Enthält Cluster ( A ) ( n_A ) Elemente und Cluster ( B ) ( n_B ) Elemente, so ergibt sich die Distanz zu einem dritten Cluster ( C ) als:

[ D_{(A,B),C} = \frac{n_A D_{A,C} + n_B D_{B,C}}{n_A + n_B} ]

Dieses gewichtete Mittel stellt sicher, dass größere Cluster entsprechend stärker in die Berechnung eingehen.

Ohne diese Gewichtung würde die Distanzmatrix mit zunehmender Clustergröße verzerrt.


Ein charakteristisches Merkmal von UPGMA ist, dass der resultierende Baum ultrametrisch ist.

Das bedeutet, dass alle Blätter den gleichen Abstand zur Wurzel haben. Dies impliziert, dass alle Linien seit ihrem gemeinsamen Vorfahren gleich lange evolviert sind.

Diese Eigenschaft basiert auf der Annahme einer molekularen Uhr, nach der Mutationen mit konstanter Rate akkumulieren.

Unter dieser Annahme ist die evolutionäre Distanz direkt proportional zur Zeit, und die Höhe eines Knotens entspricht dem Zeitpunkt der Divergenz.


In realen biologischen Systemen ist die Annahme einer konstanten Evolutionsrate häufig nicht erfüllt. Unterschiedliche Linien können sich mit unterschiedlichen Geschwindigkeiten entwickeln, etwa aufgrund verschiedener Selektionsdrücke oder Mutationsraten.

In solchen Fällen kann UPGMA zu falschen Baumstrukturen führen. Ähnlichkeiten können dann eher Unterschiede in der Evolutionsrate widerspiegeln als tatsächliche Verwandtschaftsverhältnisse.

Dies verdeutlicht eine grundlegende Einschränkung des Verfahrens. Seine Einfachheit beruht auf starken Annahmen, die nicht immer gerechtfertigt sind.


UPGMA zeigt, wie sich aus einfachen lokalen Entscheidungen ein globaler phylogenetischer Baum konstruieren lässt.

Gleichzeitig macht das Verfahren deutlich, dass die Struktur eines Baums nicht allein durch die Daten bestimmt wird.

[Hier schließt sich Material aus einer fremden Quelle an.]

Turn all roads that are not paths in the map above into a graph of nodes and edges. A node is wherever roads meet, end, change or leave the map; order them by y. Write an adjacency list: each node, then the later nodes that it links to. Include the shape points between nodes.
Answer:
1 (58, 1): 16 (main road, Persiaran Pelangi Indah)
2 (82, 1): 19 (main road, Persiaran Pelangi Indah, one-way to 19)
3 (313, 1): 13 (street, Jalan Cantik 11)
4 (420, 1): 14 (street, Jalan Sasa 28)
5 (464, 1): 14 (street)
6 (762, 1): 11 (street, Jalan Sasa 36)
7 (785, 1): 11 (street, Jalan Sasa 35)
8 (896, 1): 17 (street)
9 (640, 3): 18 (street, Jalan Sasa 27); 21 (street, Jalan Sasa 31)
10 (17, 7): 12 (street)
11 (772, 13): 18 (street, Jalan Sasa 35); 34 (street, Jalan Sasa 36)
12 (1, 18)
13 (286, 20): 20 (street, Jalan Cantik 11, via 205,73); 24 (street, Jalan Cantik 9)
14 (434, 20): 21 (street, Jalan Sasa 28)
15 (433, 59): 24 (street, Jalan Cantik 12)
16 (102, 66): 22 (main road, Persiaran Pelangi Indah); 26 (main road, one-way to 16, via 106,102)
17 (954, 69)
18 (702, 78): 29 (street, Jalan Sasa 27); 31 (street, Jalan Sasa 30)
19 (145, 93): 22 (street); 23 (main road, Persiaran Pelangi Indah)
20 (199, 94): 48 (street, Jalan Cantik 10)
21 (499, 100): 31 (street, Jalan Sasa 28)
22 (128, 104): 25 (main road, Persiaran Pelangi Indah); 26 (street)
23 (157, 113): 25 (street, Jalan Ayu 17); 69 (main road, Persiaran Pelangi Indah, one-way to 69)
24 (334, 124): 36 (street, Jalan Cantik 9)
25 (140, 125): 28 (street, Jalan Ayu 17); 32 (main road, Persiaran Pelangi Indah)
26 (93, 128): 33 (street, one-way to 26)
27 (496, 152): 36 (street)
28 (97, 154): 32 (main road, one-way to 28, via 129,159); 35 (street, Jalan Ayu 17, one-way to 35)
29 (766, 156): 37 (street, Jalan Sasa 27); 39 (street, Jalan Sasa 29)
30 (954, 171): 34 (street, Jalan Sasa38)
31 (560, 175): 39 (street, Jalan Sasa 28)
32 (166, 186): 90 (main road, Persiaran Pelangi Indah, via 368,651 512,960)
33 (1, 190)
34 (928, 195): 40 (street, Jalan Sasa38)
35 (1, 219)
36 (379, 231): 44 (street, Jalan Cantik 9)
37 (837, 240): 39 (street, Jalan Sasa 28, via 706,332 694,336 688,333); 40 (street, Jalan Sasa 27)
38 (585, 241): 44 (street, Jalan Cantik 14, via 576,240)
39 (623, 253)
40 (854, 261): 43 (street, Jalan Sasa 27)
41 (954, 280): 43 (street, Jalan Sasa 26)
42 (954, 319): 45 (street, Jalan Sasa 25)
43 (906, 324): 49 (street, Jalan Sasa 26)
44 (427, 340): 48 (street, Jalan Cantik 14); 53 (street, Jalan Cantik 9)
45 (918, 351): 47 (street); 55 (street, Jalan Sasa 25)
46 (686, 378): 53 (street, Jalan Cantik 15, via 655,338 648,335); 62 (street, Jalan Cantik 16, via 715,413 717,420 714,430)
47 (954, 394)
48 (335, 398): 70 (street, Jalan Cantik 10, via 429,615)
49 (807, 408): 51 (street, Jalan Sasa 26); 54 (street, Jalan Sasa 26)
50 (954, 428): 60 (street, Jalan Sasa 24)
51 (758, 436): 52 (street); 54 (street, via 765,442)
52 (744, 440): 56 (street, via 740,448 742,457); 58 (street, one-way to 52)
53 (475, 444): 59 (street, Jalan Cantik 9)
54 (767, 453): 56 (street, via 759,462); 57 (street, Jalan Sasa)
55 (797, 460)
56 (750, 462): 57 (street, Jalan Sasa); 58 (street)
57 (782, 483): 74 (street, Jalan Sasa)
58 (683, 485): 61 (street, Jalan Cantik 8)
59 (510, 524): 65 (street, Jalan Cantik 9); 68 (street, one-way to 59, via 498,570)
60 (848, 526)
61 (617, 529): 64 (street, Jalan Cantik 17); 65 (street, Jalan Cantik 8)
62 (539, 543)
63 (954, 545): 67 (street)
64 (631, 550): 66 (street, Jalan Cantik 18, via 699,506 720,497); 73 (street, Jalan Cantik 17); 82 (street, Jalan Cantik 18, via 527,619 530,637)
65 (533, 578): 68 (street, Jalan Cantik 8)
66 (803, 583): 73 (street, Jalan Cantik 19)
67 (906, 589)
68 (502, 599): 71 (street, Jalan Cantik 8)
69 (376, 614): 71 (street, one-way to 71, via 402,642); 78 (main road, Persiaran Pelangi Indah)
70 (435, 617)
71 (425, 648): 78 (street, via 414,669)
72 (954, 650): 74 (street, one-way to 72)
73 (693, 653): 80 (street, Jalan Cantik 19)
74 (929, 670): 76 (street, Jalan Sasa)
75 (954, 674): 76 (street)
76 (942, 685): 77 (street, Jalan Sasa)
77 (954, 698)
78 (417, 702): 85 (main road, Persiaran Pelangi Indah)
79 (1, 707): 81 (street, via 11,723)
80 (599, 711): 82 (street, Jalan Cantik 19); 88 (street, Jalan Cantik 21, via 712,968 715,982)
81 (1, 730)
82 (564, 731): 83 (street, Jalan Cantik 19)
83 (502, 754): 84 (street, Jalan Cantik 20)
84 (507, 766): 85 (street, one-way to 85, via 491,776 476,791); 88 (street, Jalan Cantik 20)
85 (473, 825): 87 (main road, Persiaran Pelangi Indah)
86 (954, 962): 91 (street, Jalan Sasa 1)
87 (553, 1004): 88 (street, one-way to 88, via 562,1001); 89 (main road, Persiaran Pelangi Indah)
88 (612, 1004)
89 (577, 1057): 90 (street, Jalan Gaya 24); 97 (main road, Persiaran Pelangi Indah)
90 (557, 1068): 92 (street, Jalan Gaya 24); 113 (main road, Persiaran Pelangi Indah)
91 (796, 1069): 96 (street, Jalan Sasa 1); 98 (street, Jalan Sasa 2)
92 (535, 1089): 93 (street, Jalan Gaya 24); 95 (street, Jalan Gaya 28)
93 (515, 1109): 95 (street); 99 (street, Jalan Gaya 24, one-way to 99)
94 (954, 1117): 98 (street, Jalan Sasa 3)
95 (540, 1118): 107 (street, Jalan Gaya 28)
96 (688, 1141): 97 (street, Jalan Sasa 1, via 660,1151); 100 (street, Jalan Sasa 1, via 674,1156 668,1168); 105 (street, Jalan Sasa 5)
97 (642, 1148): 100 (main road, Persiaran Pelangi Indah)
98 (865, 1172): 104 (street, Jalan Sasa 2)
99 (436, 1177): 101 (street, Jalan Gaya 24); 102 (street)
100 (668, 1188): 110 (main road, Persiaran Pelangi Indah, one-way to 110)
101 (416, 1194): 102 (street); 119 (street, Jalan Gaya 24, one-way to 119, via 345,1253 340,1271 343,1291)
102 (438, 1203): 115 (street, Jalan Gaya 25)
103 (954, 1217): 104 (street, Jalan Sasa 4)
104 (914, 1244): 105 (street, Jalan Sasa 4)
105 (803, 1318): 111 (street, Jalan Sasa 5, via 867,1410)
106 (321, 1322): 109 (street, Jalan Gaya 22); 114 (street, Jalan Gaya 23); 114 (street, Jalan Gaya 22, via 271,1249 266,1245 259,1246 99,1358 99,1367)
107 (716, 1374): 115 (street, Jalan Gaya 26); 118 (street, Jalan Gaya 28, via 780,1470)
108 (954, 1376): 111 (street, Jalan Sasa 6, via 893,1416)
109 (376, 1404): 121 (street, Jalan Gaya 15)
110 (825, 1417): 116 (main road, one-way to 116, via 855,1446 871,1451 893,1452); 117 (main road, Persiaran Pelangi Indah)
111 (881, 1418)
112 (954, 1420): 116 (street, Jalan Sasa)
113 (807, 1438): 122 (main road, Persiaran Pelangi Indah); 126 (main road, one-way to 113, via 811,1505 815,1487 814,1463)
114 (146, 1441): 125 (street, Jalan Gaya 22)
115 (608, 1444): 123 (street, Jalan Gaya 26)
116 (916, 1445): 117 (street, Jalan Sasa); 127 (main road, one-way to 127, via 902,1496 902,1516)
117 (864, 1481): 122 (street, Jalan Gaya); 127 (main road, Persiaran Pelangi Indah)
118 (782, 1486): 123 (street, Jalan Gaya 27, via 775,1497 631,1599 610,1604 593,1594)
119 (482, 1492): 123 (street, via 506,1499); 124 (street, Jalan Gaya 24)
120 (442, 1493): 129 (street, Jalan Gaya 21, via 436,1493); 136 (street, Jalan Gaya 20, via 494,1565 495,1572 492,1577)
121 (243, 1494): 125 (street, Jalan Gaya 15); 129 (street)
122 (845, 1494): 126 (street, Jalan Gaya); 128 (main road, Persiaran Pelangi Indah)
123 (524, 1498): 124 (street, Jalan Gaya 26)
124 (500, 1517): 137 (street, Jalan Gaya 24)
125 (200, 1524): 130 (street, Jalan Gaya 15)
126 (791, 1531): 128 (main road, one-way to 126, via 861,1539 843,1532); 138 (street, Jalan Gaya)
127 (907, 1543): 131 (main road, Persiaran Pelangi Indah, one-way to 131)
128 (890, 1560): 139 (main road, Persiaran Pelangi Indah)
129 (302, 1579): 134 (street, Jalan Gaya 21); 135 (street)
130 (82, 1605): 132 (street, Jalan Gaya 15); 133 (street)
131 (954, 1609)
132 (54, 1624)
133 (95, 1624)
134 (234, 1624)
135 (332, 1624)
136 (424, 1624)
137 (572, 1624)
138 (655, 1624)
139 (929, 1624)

Die zugrunde liegenden Annahmen spielen eine entscheidende Rolle.


UPGMA ist ein konstruktiver Algorithmus, der phylogenetische Bäume durch sukzessives Zusammenführen ähnlicher Cluster erzeugt. Er ist eng mit hierarchischem Clustering verwandt und bietet einen effizienten Zugang zur Baumkonstruktion.

Seine Anwendung ist jedoch auf Situationen beschränkt, in denen die Annahme einer konstanten Evolutionsrate näherungsweise erfüllt ist.


  1. Worin unterscheidet sich UPGMA von suchbasierten Verfahren?
  2. Warum werden Astlängen als halbe Distanzen angesetzt?
  3. Wie werden Distanzen nach einer Clusterfusion aktualisiert?
  4. Was bedeutet es, dass ein Baum ultrametrisch ist?
  5. Welche Annahme liegt diesem Konzept zugrunde?
  6. Warum kann UPGMA bei variablen Evolutionsraten falsche Ergebnisse liefern?